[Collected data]
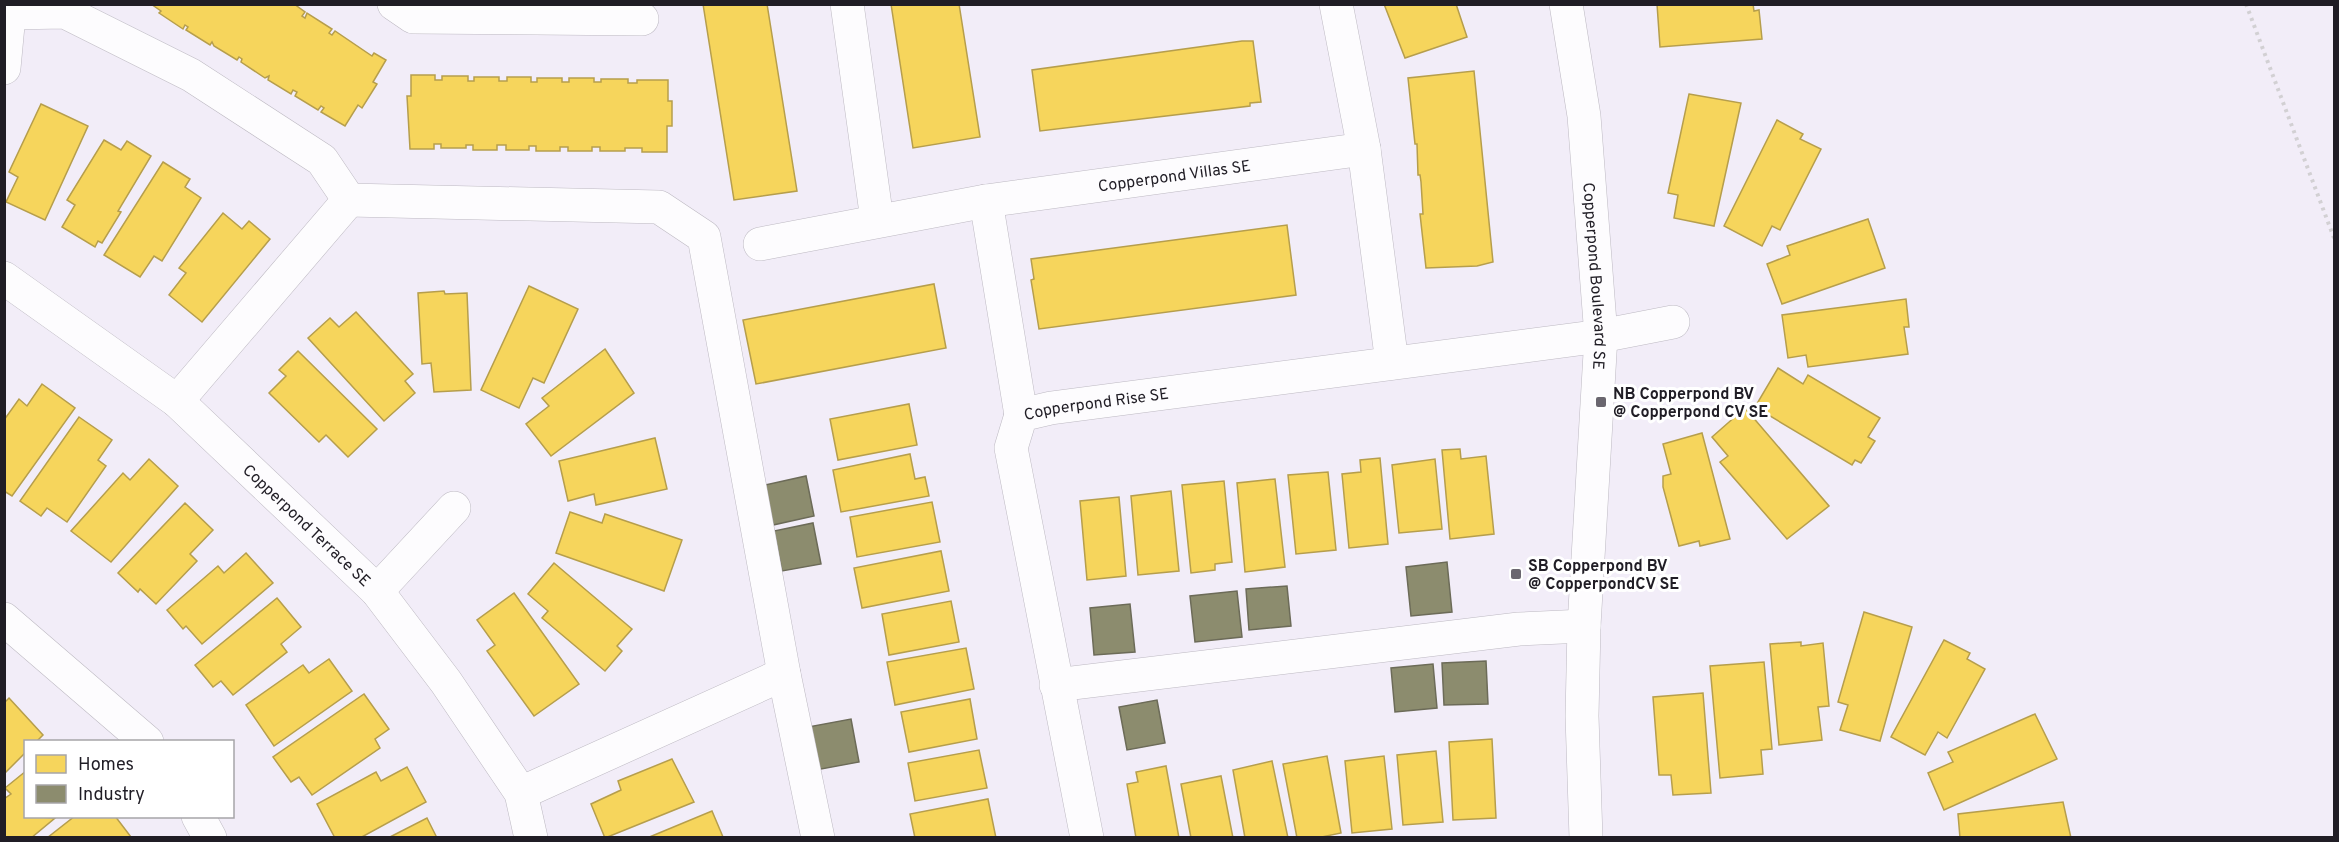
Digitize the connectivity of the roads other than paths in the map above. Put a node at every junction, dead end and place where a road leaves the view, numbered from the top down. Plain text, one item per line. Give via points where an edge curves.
1 (394, 4) edge
2 (847, 4) edge
3 (1336, 4) edge
4 (1566, 4) edge
5 (10, 9) edge
6 (518, 11) edge
7 (642, 19) dead end
8 (4, 68) edge
9 (1364, 149) junction
10 (349, 200) junction
11 (986, 201) junction
12 (877, 220) junction
13 (760, 244) dead end
14 (4, 278) edge
15 (1673, 322) dead end
16 (1601, 336) junction
17 (1392, 363) junction
18 (177, 400) junction
19 (1021, 415) junction
20 (454, 508) dead end
21 (376, 591) junction
22 (4, 619) edge
23 (1584, 627) junction
24 (784, 674) junction
25 (1056, 685) junction
26 (146, 740) edge
27 (520, 793) junction
28 (199, 818) edge
29 (210, 837) edge
30 (531, 837) edge
31 (818, 837) edge
32 (1088, 837) edge
33 (1586, 837) edge

1 - 6 street via 413,17
2 - 12 street
3 - 9 street
4 - 16 street, Copperpond Boulevard SE via 1584,116
5 - 8 street
5 - 10 street via 65,12 191,75 322,160
6 - 7 street
9 - 11 street, Copperpond Villas SE
9 - 17 street
10 - 18 street
10 - 24 street via 658,207 704,237
11 - 12 street, Copperpond Villas SE
11 - 19 street
12 - 13 street, Copperpond Villas SE
14 - 18 street, Copperpond Terrace SE
15 - 16 street, Copperpond Rise SE
16 - 17 street, Copperpond Rise SE
16 - 23 street, Copperpond Boulevard SE
17 - 19 street, Copperpond Rise SE
18 - 21 street, Copperpond Terrace SE
19 - 25 street, Copperpond Rise SE via 1011,448
20 - 21 street
21 - 27 street, Copperpond Terrace SE via 446,682
22 - 26 street
23 - 25 street via 1519,629
23 - 33 street, Copperpond Boulevard SE
24 - 27 street
24 - 31 street
25 - 32 street, Copperpond Rise SE
27 - 30 street, Copperpond Terrace SE
28 - 29 street

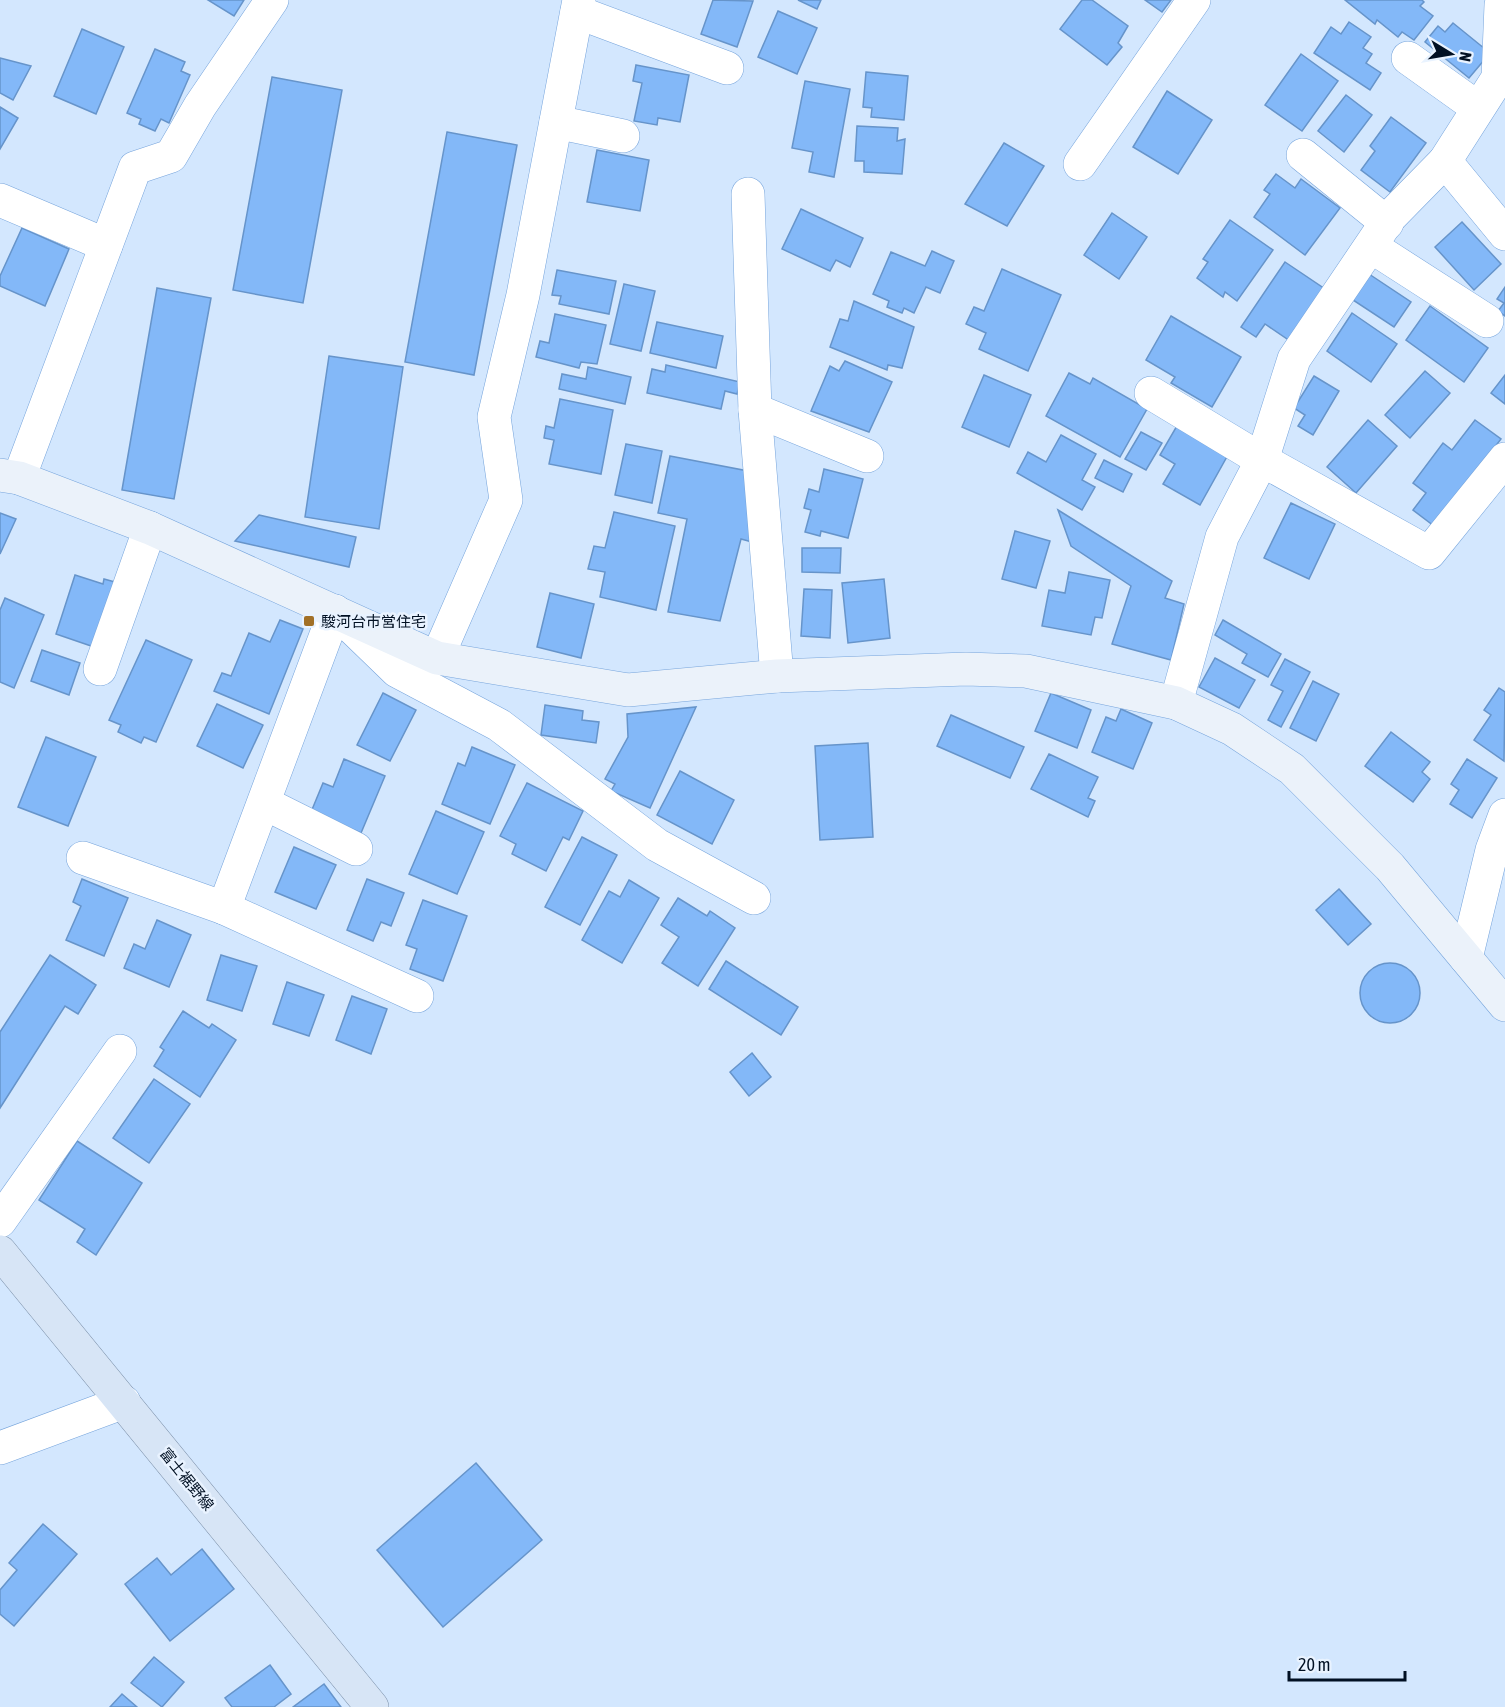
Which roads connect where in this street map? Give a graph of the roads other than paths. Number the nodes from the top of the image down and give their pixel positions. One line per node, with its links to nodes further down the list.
1 (272, 0): 17 (street)
2 (1194, 0): 12 (street)
3 (578, 6): 6 (street); 8 (street)
4 (1505, 6): 7 (street)
5 (1408, 58): 7 (street)
6 (727, 68)
7 (1478, 108): 11 (street)
8 (556, 122): 9 (street); 27 (street)
9 (623, 136)
10 (1303, 155): 16 (street)
11 (1445, 161): 15 (street); 16 (street)
12 (1080, 164)
13 (748, 194): 20 (street)
14 (0, 200): 17 (street)
15 (1505, 234)
16 (1379, 235): 18 (street); 23 (street)
17 (106, 245): 24 (street)
18 (1487, 321)
19 (1151, 393): 23 (street)
20 (755, 410): 21 (street); 29 (street)
21 (867, 456)
22 (1505, 459): 23 (street)
23 (1262, 460): 30 (street)
24 (10, 476): 25 (street)
25 (150, 528): 26 (street); 28 (street)
26 (335, 611): 27 (street); 31 (street); 35 (street)
27 (437, 658): 29 (street)
28 (100, 669)
29 (777, 676): 30 (street)
30 (1176, 703): 37 (street)
31 (264, 802): 33 (street); 36 (street)
32 (1505, 815): 37 (street)
33 (356, 849)
34 (83, 858): 36 (street)
35 (754, 898)
36 (224, 908): 38 (street)
37 (1466, 958): 39 (street)
38 (417, 996)
39 (1505, 1005)
40 (120, 1051): 41 (street)
41 (0, 1221)
42 (0, 1252): 43 (main road, 富士裾野線)
43 (124, 1402): 44 (street); 45 (main road, 富士裾野線)
44 (0, 1448)
45 (372, 1707)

**How to complete this task:**
Among the entries, find every line holding "Terrace" and return it.

**Answer to this exercise:**
14 - 18 street, Copperpond Terrace SE
18 - 21 street, Copperpond Terrace SE
21 - 27 street, Copperpond Terrace SE via 446,682
27 - 30 street, Copperpond Terrace SE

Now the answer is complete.